Article Preview
TopIntroduction
The ongoing growth in the collection, storage, and analysis of data brings new opportunities and challenges for both practitioners and researchers in the fields of information systems, finance, and accounting. The sensitivity of stored data and information privacy are concerns for all firms’ stakeholders (Park et al., 2018; Park & Shin, 2020). The benefits obtained from collecting data about customers, potential customers, employees, creditors, and investors, among others, are not without risks. For example, in the California Data-Breach Report, nearly three out of five Californians were victims of a data breach in 2015 alone (Harris, 2016). The recent public health crisis has made companies rely even more on information systems for the continuity of their operations. Thus, organizations are becoming more vulnerable to perpetrators of sensitive data that could weaken the organization’s performance and reputation.

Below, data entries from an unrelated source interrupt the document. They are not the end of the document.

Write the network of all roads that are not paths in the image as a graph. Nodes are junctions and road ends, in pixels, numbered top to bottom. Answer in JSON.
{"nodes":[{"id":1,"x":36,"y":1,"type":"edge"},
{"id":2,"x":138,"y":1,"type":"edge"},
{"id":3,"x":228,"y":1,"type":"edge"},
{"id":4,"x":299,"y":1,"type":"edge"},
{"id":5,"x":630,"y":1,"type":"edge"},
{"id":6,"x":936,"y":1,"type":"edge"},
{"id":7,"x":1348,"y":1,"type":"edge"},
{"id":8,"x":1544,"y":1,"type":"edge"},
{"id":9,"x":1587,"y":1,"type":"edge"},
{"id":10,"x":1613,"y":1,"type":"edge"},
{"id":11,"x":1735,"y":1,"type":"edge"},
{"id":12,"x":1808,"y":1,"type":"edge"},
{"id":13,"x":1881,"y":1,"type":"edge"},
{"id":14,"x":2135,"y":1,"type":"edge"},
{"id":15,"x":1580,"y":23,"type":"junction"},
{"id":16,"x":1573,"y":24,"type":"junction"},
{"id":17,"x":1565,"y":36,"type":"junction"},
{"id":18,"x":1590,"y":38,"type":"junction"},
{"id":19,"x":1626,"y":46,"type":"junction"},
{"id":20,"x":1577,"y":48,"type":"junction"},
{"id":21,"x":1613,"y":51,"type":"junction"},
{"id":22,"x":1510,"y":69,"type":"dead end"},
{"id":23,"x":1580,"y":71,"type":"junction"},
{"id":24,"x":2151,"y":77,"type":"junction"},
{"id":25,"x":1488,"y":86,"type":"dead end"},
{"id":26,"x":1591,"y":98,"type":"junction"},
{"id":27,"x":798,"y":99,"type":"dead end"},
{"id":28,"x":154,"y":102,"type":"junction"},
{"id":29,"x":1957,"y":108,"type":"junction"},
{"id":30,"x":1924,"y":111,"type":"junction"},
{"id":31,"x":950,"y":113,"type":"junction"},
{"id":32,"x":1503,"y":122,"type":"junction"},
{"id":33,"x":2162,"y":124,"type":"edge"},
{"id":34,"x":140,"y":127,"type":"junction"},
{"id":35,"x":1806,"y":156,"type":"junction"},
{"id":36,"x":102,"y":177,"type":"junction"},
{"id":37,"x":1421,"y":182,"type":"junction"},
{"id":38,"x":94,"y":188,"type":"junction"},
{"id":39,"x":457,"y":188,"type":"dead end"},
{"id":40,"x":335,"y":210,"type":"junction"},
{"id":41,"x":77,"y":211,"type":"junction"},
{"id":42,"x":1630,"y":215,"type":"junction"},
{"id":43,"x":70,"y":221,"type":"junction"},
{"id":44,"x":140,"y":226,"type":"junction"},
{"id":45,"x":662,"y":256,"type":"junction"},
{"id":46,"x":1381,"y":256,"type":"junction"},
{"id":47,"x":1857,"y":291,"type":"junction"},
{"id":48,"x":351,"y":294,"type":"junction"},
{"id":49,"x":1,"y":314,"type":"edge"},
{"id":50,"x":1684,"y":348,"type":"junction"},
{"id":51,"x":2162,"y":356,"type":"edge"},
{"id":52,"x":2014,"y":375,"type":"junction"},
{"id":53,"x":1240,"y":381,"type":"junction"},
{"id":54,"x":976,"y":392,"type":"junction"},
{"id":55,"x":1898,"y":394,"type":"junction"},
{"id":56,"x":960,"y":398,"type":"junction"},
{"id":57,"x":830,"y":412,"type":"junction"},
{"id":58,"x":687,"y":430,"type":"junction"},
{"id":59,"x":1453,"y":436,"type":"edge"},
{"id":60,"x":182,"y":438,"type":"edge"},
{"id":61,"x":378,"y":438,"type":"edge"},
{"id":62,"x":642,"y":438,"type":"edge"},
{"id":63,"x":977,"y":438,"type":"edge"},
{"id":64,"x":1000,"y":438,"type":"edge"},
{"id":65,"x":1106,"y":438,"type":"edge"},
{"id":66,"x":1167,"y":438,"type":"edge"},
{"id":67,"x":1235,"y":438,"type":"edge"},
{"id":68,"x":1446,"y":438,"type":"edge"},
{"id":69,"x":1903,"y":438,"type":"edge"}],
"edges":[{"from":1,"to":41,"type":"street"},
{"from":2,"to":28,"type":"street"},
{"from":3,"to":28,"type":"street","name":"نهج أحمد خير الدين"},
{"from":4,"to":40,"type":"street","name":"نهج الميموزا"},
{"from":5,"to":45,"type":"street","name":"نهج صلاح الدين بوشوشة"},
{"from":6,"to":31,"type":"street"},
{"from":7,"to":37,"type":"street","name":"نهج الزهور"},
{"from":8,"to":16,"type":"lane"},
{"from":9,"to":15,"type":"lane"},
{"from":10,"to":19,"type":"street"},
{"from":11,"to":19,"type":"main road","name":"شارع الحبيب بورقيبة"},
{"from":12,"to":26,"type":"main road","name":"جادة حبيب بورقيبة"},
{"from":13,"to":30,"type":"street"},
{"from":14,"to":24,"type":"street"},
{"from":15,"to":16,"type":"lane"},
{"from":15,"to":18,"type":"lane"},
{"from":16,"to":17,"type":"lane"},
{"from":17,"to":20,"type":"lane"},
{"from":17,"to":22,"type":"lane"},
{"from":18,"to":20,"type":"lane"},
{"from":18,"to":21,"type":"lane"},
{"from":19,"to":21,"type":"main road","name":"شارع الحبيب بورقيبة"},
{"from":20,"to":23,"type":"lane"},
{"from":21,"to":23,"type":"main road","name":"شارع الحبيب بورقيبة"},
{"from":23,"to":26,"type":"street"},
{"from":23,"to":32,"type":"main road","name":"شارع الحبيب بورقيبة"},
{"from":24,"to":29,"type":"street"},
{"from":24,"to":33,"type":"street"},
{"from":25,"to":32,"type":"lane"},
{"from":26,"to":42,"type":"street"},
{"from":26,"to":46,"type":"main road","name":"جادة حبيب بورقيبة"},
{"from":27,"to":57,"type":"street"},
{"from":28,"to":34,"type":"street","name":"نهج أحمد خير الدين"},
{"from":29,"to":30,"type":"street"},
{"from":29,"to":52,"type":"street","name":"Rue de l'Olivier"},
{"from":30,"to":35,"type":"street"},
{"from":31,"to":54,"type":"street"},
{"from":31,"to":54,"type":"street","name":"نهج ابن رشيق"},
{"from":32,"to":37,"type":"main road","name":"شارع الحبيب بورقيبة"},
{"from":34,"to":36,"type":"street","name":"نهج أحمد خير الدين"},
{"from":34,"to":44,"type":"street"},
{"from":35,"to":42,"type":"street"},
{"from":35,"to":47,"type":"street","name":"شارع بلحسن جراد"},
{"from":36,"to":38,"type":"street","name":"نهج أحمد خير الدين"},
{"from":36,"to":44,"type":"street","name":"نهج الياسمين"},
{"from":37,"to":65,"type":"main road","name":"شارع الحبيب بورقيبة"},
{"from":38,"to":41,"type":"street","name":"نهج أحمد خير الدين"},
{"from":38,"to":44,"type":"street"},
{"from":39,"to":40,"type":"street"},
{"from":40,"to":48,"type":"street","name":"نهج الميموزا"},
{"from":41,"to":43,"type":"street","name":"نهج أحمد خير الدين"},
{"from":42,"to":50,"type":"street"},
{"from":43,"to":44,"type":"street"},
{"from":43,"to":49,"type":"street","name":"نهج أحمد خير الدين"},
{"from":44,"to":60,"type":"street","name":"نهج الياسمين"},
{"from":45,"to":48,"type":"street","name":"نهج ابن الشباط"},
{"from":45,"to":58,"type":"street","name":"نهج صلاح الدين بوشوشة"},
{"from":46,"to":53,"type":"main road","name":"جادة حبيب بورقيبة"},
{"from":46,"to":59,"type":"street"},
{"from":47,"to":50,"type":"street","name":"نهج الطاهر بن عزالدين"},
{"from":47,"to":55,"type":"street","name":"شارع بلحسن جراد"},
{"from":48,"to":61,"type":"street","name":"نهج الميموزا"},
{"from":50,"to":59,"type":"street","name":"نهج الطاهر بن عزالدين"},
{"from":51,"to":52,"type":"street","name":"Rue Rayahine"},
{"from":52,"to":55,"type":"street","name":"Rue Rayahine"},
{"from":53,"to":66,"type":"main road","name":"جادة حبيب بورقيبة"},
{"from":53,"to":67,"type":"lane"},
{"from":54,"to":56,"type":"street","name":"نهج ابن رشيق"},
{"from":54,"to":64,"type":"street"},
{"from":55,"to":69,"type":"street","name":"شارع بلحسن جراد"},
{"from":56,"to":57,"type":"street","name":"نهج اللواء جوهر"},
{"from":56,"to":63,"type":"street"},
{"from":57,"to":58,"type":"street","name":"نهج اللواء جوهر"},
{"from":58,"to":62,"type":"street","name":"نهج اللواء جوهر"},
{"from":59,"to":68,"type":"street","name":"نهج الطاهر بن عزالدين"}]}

A data breach refers to internal or external unauthorized access to or use of a firm’s data in a way that compromises the confidentiality, integrity, or availability of the data. Companies guarantee the availability of data for authorized users when needed to meet the firms’ objectives. Also, firms safeguard the integrity of data by employing and implementing preventive measures against unauthorized or accidental modifications, loss, or disclosures (Rosati et al., 2019; Yayla & Hu, 2011; Goel & Shawky, 2009). There are many types of information and cybersecurity incursions, such as data manipulation, alterations, or theft, and malicious malware intrusions, such as viruses, logic bombs, worms, Trojan horses, backdoors, spyware, and ransomware, which may financially damage a firm’s reputation (Rosati et al., 2018; Sen & Borle, 2015; Shabtai et al., 2012). Firms adopt security procedures and policies that are related to the inherent risk of their information systems by using data encryption, firewalls, data backups, and off-site rotations, and engaging in continuing planning (Yayla & Hu, 2011; Schmidt et al., 2008).
Compliance with IS security policies is an important factor that the end-users and employees should abide by to prevent breaches. Not protecting firms’ assets increases the possibility of cybersecurity incidents due to human behavior that can be responsible for losses of (portable) assets (Chen et al., 2015). Considerable cybersecurity incidents also occur from inside—cyberattacks that are related to unethical or behavioral issues of employees (Li et al., 2019). Employees may use neutralization techniques to rationalize IS policy violations; these violations plague firms worldwide (Teh et al., 2015) and affect firms’ reputations. The IS culture improves employees’ security awareness, and through training, firms can improve employee’s security behavior (Lyu & Zhang, 2015). Dinev et al. (2006) argue that individuals react differently based on their culture, and therefore through employee training, firms can enhance employee relations and encourage accountability and engagement in complying with IS policies (He & Zhang, 2019; Yaokumah et al., 2019).